## RECORDED DATA
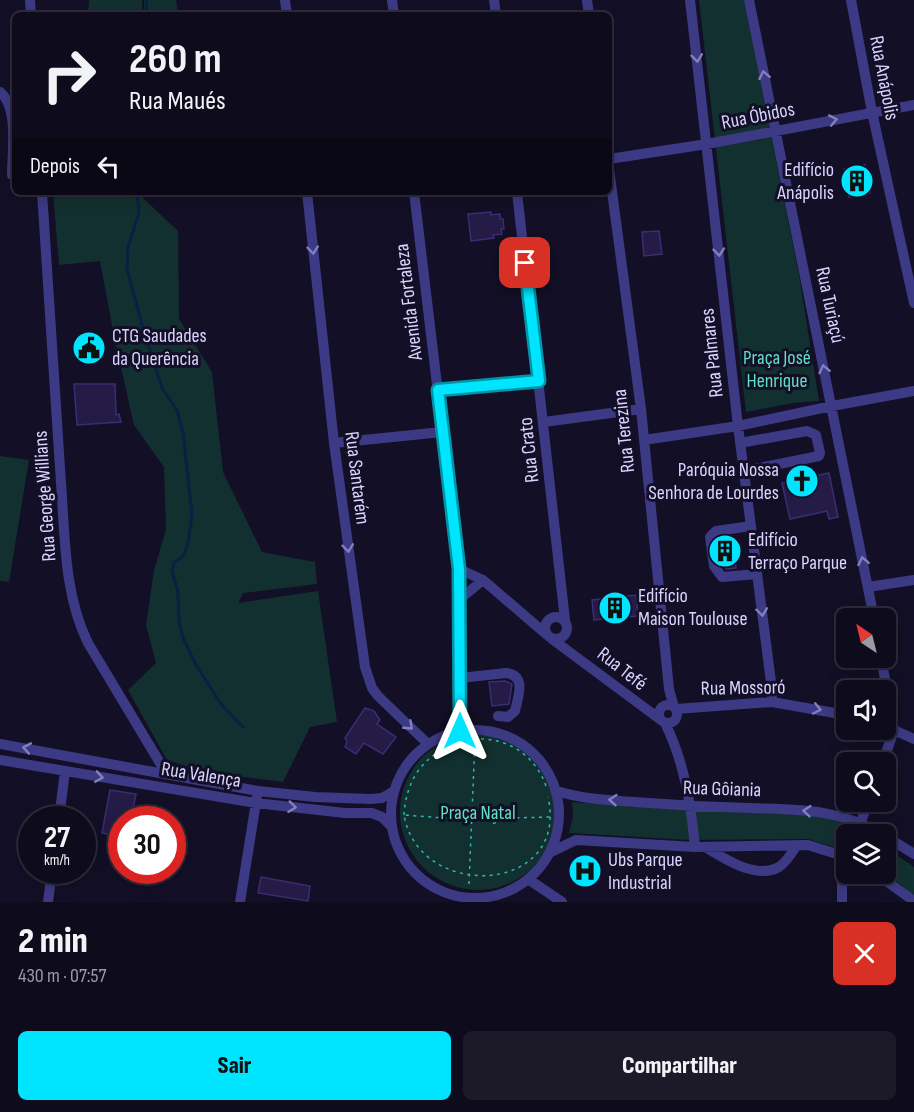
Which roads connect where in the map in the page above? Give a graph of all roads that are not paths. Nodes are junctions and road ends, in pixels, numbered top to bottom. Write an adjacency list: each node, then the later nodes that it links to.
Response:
1 (690, 0): 8 (street, Rua Palmares, one-way to 8)
2 (749, 0): 7 (street, Rua Turiaçú, one-way to 2)
3 (851, 0): 6 (street, Rua Anápolis)
4 (0, 92): 10 (street)
5 (914, 105): 6 (street, Rua Óbidos)
6 (872, 112): 7 (street, Rua Óbidos, one-way to 6); 16 (street, Rua Anápolis)
7 (776, 132): 8 (street, Rua Óbidos); 20 (street, Rua Turiaçú, one-way to 7)
8 (707, 144): 9 (street, Rua Óbidos); 23 (street, Rua Palmares, one-way to 23)
9 (612, 159)
10 (12, 175)
11 (612, 192): 21 (street, Rua Terezina)
12 (42, 195): 56 (street, Rua George Willians)
13 (307, 195): 26 (street, Rua Santarém, one-way to 26)
14 (414, 195): 18 (street, Avenida Fortaleza)
15 (517, 195): 17 (street, Rua Crato)
16 (914, 303)
17 (539, 381): 18 (street); 22 (street, Rua Crato)
18 (438, 390): 24 (street, Avenida Fortaleza)
19 (914, 391): 20 (street)
20 (832, 406): 23 (street); 34 (street, Rua Turiaçú, one-way to 20)
21 (641, 409): 22 (street); 25 (street, Rua Terezina)
22 (544, 422): 35 (street, Rua Crato)
23 (738, 426): 25 (street); 27 (street, Rua Palmares)
24 (442, 432): 26 (street); 30 (street, Avenida Fortaleza)
25 (644, 440): 47 (street, Rua Terezina)
26 (334, 443): 53 (street, Rua Santarém, one-way to 53)
27 (740, 443): 28 (street, Rua Palmares); 28 (street)
28 (744, 471): 29 (street, Rua Palmares)
29 (751, 526): 31 (street, Rua Palmares); 31 (street)
30 (459, 569): 32 (street, Rua Tefé); 36 (street, Avenida Fortaleza)
31 (757, 573): 45 (street, Rua Palmares, one-way to 45)
32 (483, 579): 36 (street); 38 (street, Rua Tefé)
33 (914, 580): 34 (street)
34 (868, 587): 37 (street, Rua Turiaçú)
35 (562, 597): 39 (street); 40 (street, Rua Crato)
36 (460, 599): 44 (street, Avenida Fortaleza)
37 (872, 608)
38 (529, 618): 39 (street); 42 (street, Rua Tefé)
39 (549, 619): 40 (street); 42 (street)
40 (565, 620): 41 (street)
41 (567, 633): 42 (street); 43 (street, Rua Tefé)
42 (549, 636): 43 (street, Rua Tefé)
43 (579, 658): 47 (street, Rua Tefé)
44 (460, 678): 48 (street); 49 (street, Avenida Fortaleza)
45 (772, 702): 46 (street, Rua Mossoró, one-way to 46); 47 (street, Rua Mossoró)
46 (836, 713)
47 (668, 714): 62 (street, Rua Terezina)
48 (498, 716)
49 (460, 731): 53 (street); 59 (street)
50 (896, 731): 51 (street)
51 (914, 739)
52 (0, 744): 56 (street, Rua Valença, one-way to 52)
53 (428, 744): 58 (street)
54 (0, 760): 55 (street, Rua Valença)
55 (65, 771): 60 (street, Rua Valença, one-way to 60); 61 (street)
56 (166, 773): 57 (street, Rua Valença)
57 (258, 791): 58 (street, Rua Valença); 60 (street)
58 (394, 791): 66 (street)
59 (557, 791): 62 (street, Rua Gôiania, one-way to 59); 70 (street)
60 (256, 803): 66 (street, Rua Valença, one-way to 66); 81 (street)
61 (61, 806)
62 (691, 807): 64 (street, Rua Gôiania, one-way to 62); 69 (street, Rua Terezina)
63 (865, 812): 64 (street)
64 (861, 822): 65 (street, Rua Gôiania)
65 (865, 824)
66 (392, 827): 77 (street)
67 (896, 843): 71 (street, Rua Gôiania)
68 (797, 845): 69 (street); 69 (street); 72 (street)
69 (700, 847): 70 (street)
70 (551, 852): 73 (street)
71 (914, 854)
72 (836, 856)
73 (528, 879): 78 (street); 83 (street)
74 (50, 884): 80 (street)
75 (842, 884): 84 (street)
76 (890, 884): 79 (street)
77 (456, 896): 78 (street); 82 (street)
78 (507, 897)
79 (914, 901)
80 (48, 902)
81 (240, 902)
82 (472, 902)
83 (562, 902)
84 (843, 902)

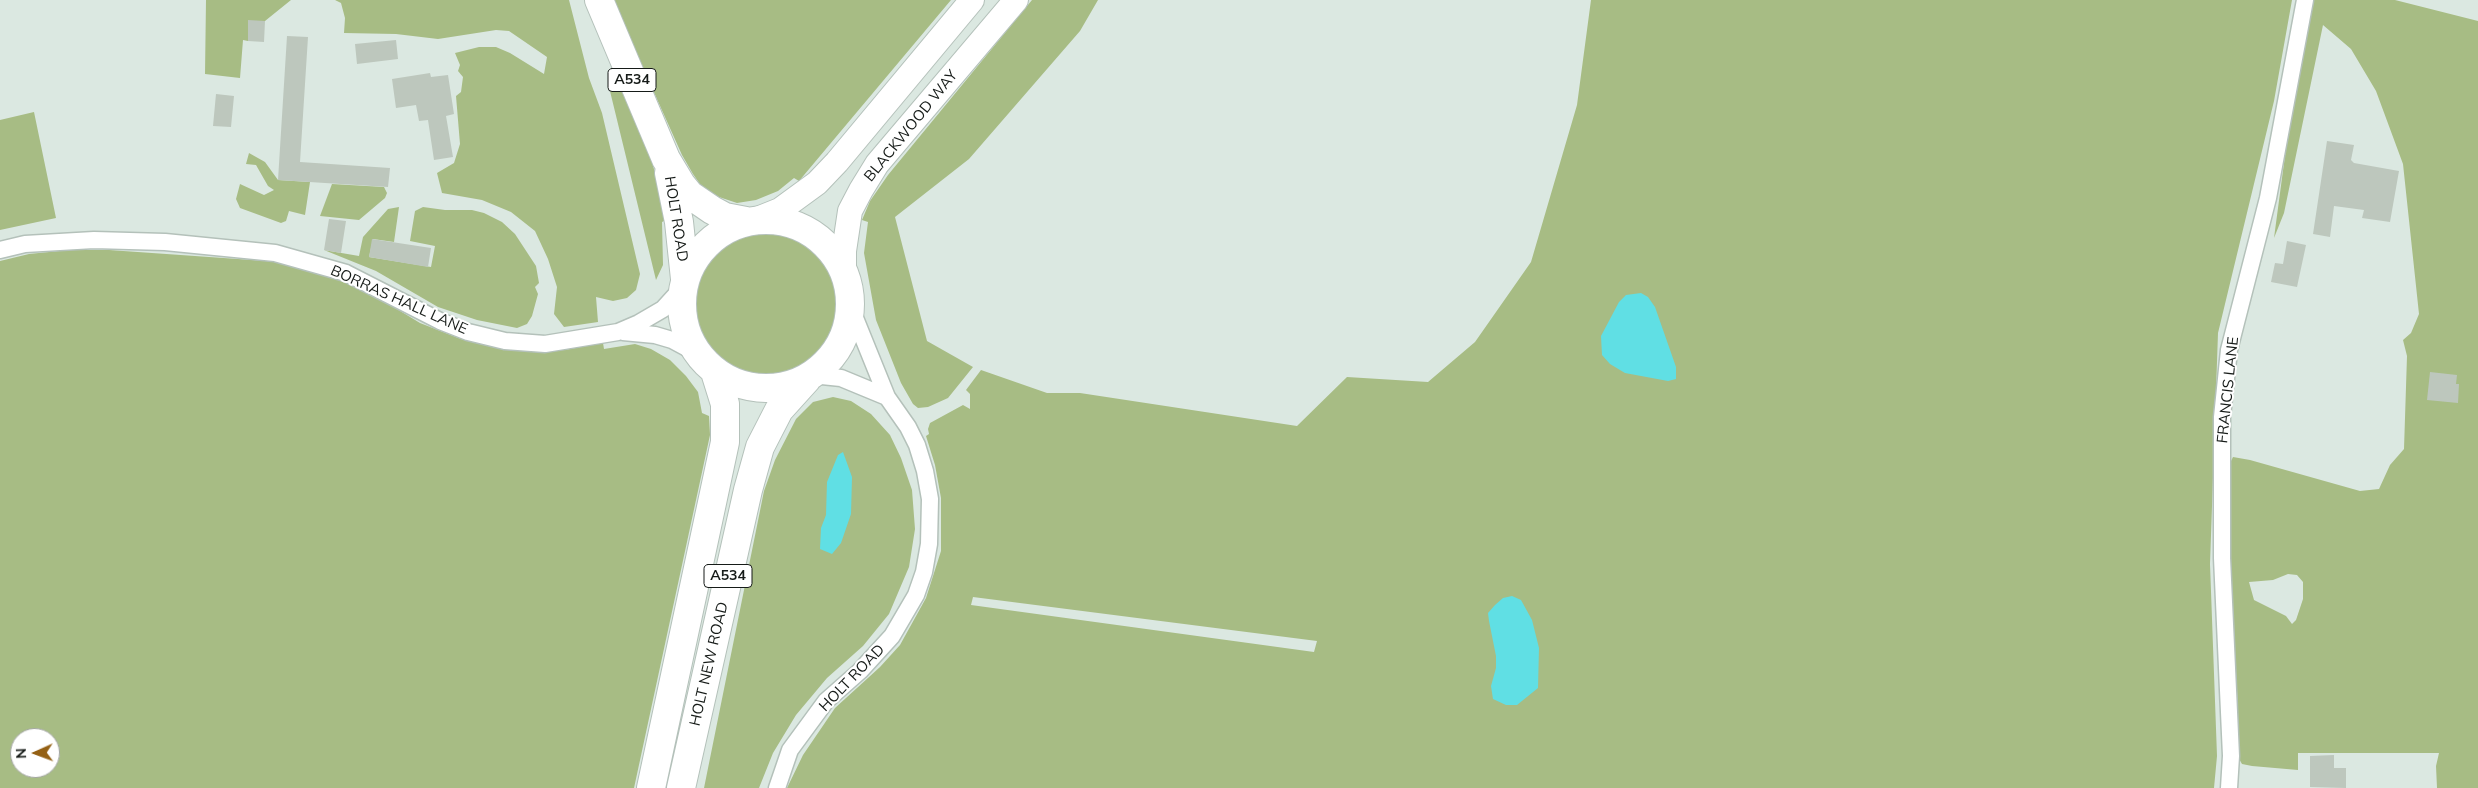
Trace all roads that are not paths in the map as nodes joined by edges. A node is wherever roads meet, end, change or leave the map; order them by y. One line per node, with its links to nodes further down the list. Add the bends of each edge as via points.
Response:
1 (599, 0): 5 (highway, HOLT ROAD / A534)
2 (972, 0): 6 (street, via 817,183 780,210)
3 (1016, 0): 8 (street, BLACKWOOD WAY, via 877,164 850,211)
4 (2305, 0): 18 (street, FRANCIS LANE, via 2268,198 2229,350 2222,417 2222,558 2231,756)
5 (666, 160): 6 (highway, HOLT ROAD / A534, via 681,184 700,203 725,216); 9 (highway, HOLT ROAD / A534, via 680,222)
6 (750, 221): 8 (highway, via 777,220 812,233 830,248); 9 (highway, via 718,234 703,248 693,260)
7 (0, 250): 11 (street, BORRAS HALL LANE, via 25,244 94,240 165,242 275,253 346,273 440,321 505,341 562,343)
8 (844, 270): 10 (highway)
9 (684, 283): 11 (street, BORRAS HALL LANE, via 673,299 654,315); 12 (highway, via 681,306 686,331)
10 (851, 308): 13 (highway, via 836,353); 14 (street, HOLT ROAD)
11 (618, 332): 12 (street, BORRAS HALL LANE, via 672,340)
12 (707, 363): 13 (highway, via 738,384 761,389 785,387); 15 (highway, HOLT NEW ROAD / A534, via 725,408 724,442)
13 (810, 377): 14 (street, via 841,378); 16 (highway, HOLT NEW ROAD / A534, via 779,410 760,447)
14 (887, 397): 17 (street, HOLT ROAD, via 908,427 925,471 930,521 924,572 916,595 892,636 826,701 790,750)
15 (652, 788)
16 (681, 788)
17 (777, 788)
18 (2229, 788)

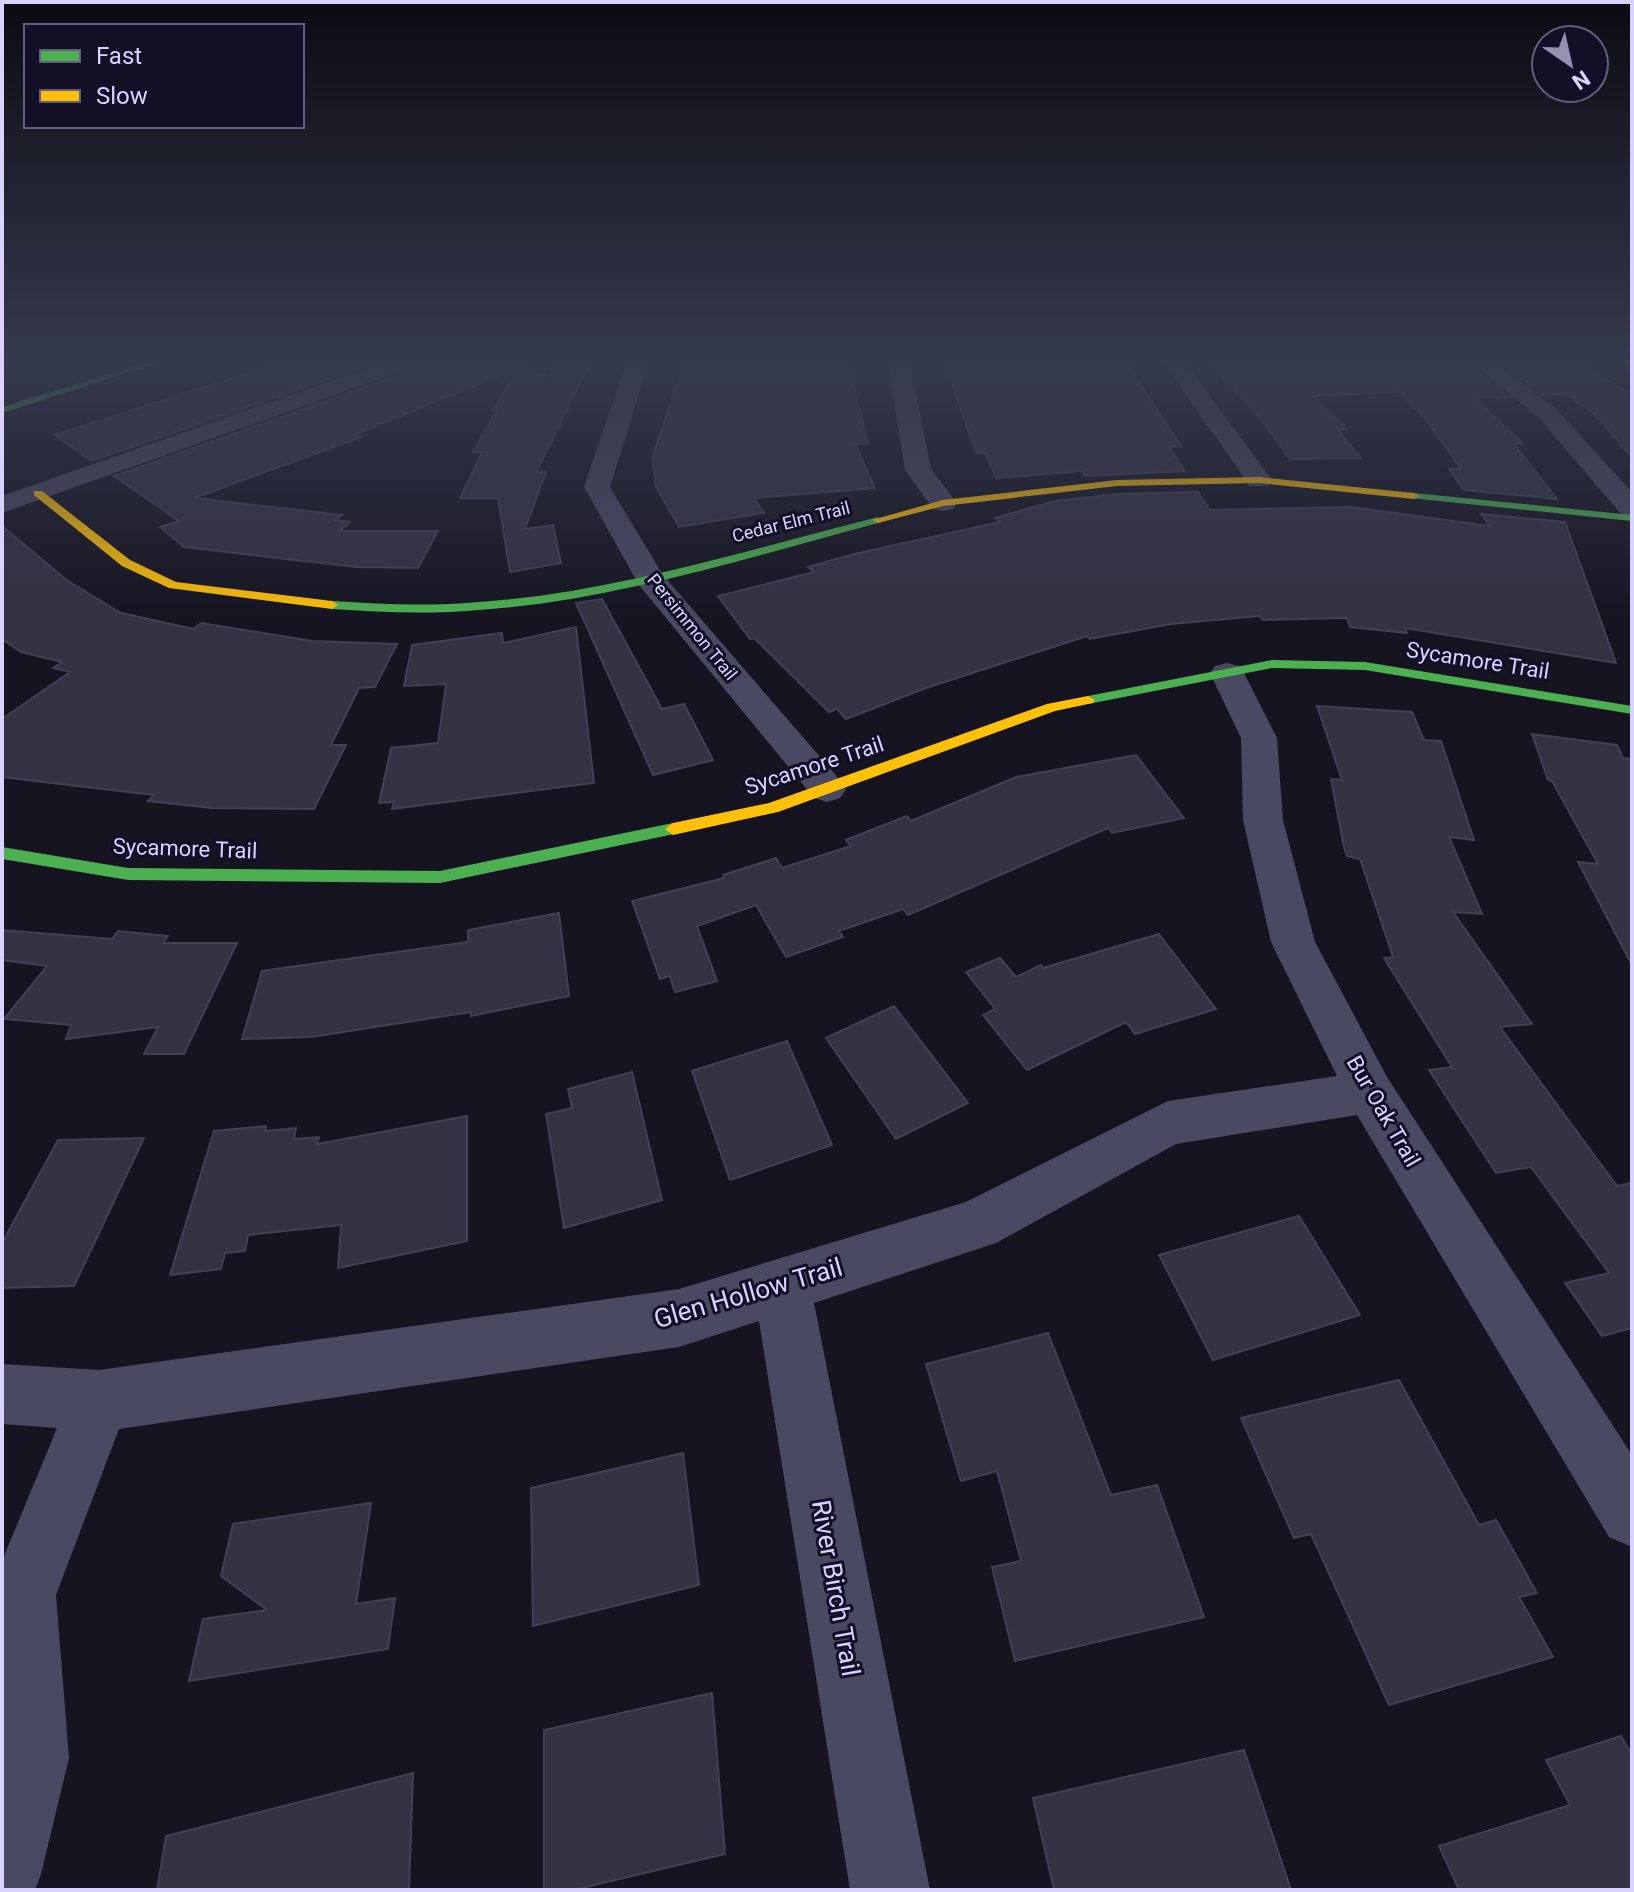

## WHAT THE EXERCISE ASKS
The entries above, every one of them, should be retyped exactly, with no pictures carried over.

## YOUR SOLUTION
Which roads connect where in the map in the page above? Give a graph of all roads that are not paths. Nodes are junctions and road ends, in pixels, numbered top to bottom. Write an adjacency list: each node, then the later nodes that it links to.
Response:
1 (690, 0): 8 (street, Rua Palmares, one-way to 8)
2 (749, 0): 7 (street, Rua Turiaçú, one-way to 2)
3 (851, 0): 6 (street, Rua Anápolis)
4 (0, 92): 10 (street)
5 (914, 105): 6 (street, Rua Óbidos)
6 (872, 112): 7 (street, Rua Óbidos, one-way to 6); 16 (street, Rua Anápolis)
7 (776, 132): 8 (street, Rua Óbidos); 20 (street, Rua Turiaçú, one-way to 7)
8 (707, 144): 9 (street, Rua Óbidos); 23 (street, Rua Palmares, one-way to 23)
9 (612, 159)
10 (12, 175)
11 (612, 192): 21 (street, Rua Terezina)
12 (42, 195): 56 (street, Rua George Willians)
13 (307, 195): 26 (street, Rua Santarém, one-way to 26)
14 (414, 195): 18 (street, Avenida Fortaleza)
15 (517, 195): 17 (street, Rua Crato)
16 (914, 303)
17 (539, 381): 18 (street); 22 (street, Rua Crato)
18 (438, 390): 24 (street, Avenida Fortaleza)
19 (914, 391): 20 (street)
20 (832, 406): 23 (street); 34 (street, Rua Turiaçú, one-way to 20)
21 (641, 409): 22 (street); 25 (street, Rua Terezina)
22 (544, 422): 35 (street, Rua Crato)
23 (738, 426): 25 (street); 27 (street, Rua Palmares)
24 (442, 432): 26 (street); 30 (street, Avenida Fortaleza)
25 (644, 440): 47 (street, Rua Terezina)
26 (334, 443): 53 (street, Rua Santarém, one-way to 53)
27 (740, 443): 28 (street, Rua Palmares); 28 (street)
28 (744, 471): 29 (street, Rua Palmares)
29 (751, 526): 31 (street, Rua Palmares); 31 (street)
30 (459, 569): 32 (street, Rua Tefé); 36 (street, Avenida Fortaleza)
31 (757, 573): 45 (street, Rua Palmares, one-way to 45)
32 (483, 579): 36 (street); 38 (street, Rua Tefé)
33 (914, 580): 34 (street)
34 (868, 587): 37 (street, Rua Turiaçú)
35 (562, 597): 39 (street); 40 (street, Rua Crato)
36 (460, 599): 44 (street, Avenida Fortaleza)
37 (872, 608)
38 (529, 618): 39 (street); 42 (street, Rua Tefé)
39 (549, 619): 40 (street); 42 (street)
40 (565, 620): 41 (street)
41 (567, 633): 42 (street); 43 (street, Rua Tefé)
42 (549, 636): 43 (street, Rua Tefé)
43 (579, 658): 47 (street, Rua Tefé)
44 (460, 678): 48 (street); 49 (street, Avenida Fortaleza)
45 (772, 702): 46 (street, Rua Mossoró, one-way to 46); 47 (street, Rua Mossoró)
46 (836, 713)
47 (668, 714): 62 (street, Rua Terezina)
48 (498, 716)
49 (460, 731): 53 (street); 59 (street)
50 (896, 731): 51 (street)
51 (914, 739)
52 (0, 744): 56 (street, Rua Valença, one-way to 52)
53 (428, 744): 58 (street)
54 (0, 760): 55 (street, Rua Valença)
55 (65, 771): 60 (street, Rua Valença, one-way to 60); 61 (street)
56 (166, 773): 57 (street, Rua Valença)
57 (258, 791): 58 (street, Rua Valença); 60 (street)
58 (394, 791): 66 (street)
59 (557, 791): 62 (street, Rua Gôiania, one-way to 59); 70 (street)
60 (256, 803): 66 (street, Rua Valença, one-way to 66); 81 (street)
61 (61, 806)
62 (691, 807): 64 (street, Rua Gôiania, one-way to 62); 69 (street, Rua Terezina)
63 (865, 812): 64 (street)
64 (861, 822): 65 (street, Rua Gôiania)
65 (865, 824)
66 (392, 827): 77 (street)
67 (896, 843): 71 (street, Rua Gôiania)
68 (797, 845): 69 (street); 69 (street); 72 (street)
69 (700, 847): 70 (street)
70 (551, 852): 73 (street)
71 (914, 854)
72 (836, 856)
73 (528, 879): 78 (street); 83 (street)
74 (50, 884): 80 (street)
75 (842, 884): 84 (street)
76 (890, 884): 79 (street)
77 (456, 896): 78 (street); 82 (street)
78 (507, 897)
79 (914, 901)
80 (48, 902)
81 (240, 902)
82 (472, 902)
83 (562, 902)
84 (843, 902)

Trace all roads that are not paths in the map as nodes joined by edges. A node is wherever roads meet, end, change or leave the map; order them by y. One line per node, with its links to nodes further down the list. Add the bends of each edge as via points.
Response:
1 (599, 0): 5 (highway, HOLT ROAD / A534)
2 (972, 0): 6 (street, via 817,183 780,210)
3 (1016, 0): 8 (street, BLACKWOOD WAY, via 877,164 850,211)
4 (2305, 0): 18 (street, FRANCIS LANE, via 2268,198 2229,350 2222,417 2222,558 2231,756)
5 (666, 160): 6 (highway, HOLT ROAD / A534, via 681,184 700,203 725,216); 9 (highway, HOLT ROAD / A534, via 680,222)
6 (750, 221): 8 (highway, via 777,220 812,233 830,248); 9 (highway, via 718,234 703,248 693,260)
7 (0, 250): 11 (street, BORRAS HALL LANE, via 25,244 94,240 165,242 275,253 346,273 440,321 505,341 562,343)
8 (844, 270): 10 (highway)
9 (684, 283): 11 (street, BORRAS HALL LANE, via 673,299 654,315); 12 (highway, via 681,306 686,331)
10 (851, 308): 13 (highway, via 836,353); 14 (street, HOLT ROAD)
11 (618, 332): 12 (street, BORRAS HALL LANE, via 672,340)
12 (707, 363): 13 (highway, via 738,384 761,389 785,387); 15 (highway, HOLT NEW ROAD / A534, via 725,408 724,442)
13 (810, 377): 14 (street, via 841,378); 16 (highway, HOLT NEW ROAD / A534, via 779,410 760,447)
14 (887, 397): 17 (street, HOLT ROAD, via 908,427 925,471 930,521 924,572 916,595 892,636 826,701 790,750)
15 (652, 788)
16 (681, 788)
17 (777, 788)
18 (2229, 788)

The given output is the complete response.